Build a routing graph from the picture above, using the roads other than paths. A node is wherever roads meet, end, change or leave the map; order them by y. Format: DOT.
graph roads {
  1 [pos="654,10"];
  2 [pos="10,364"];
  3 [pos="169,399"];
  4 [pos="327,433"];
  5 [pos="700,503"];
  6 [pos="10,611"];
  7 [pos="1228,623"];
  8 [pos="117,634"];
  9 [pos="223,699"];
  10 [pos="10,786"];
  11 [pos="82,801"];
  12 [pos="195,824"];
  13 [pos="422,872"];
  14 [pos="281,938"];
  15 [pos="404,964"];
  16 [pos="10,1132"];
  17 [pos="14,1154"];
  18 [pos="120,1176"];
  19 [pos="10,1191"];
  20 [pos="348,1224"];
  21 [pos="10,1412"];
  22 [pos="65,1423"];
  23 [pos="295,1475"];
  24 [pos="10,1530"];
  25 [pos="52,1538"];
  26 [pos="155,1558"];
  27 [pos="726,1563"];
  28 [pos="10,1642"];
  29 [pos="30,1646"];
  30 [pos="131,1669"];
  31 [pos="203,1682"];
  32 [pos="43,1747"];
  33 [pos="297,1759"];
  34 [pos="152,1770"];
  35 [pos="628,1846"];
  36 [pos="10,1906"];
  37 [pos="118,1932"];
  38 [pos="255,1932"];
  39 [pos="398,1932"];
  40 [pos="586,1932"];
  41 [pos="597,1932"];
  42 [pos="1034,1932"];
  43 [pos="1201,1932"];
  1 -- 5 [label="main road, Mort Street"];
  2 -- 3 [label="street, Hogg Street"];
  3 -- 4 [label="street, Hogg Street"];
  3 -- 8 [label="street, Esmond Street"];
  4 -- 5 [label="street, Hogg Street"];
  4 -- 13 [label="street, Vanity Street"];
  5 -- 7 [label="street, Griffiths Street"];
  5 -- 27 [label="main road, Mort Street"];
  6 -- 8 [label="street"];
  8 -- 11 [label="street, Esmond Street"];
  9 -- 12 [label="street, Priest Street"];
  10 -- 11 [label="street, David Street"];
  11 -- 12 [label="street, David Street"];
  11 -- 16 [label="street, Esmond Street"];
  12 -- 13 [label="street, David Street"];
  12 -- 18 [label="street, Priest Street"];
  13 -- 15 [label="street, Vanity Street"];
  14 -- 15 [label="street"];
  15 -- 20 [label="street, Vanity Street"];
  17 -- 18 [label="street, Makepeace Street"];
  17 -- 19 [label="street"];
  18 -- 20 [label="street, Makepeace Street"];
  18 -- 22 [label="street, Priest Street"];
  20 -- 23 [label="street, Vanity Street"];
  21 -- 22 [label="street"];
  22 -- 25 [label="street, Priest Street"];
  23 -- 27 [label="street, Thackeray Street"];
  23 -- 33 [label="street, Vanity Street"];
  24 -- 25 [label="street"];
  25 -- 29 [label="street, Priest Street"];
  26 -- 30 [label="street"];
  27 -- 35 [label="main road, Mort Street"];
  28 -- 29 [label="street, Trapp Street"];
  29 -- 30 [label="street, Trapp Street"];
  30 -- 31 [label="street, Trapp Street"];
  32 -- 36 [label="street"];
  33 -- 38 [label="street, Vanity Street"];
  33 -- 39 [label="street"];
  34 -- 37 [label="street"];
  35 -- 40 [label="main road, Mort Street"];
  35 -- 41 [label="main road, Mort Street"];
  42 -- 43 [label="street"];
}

*****

## What is required
Lines holding "David": give how many there are in the entries above, and nothing more.

## Response area
3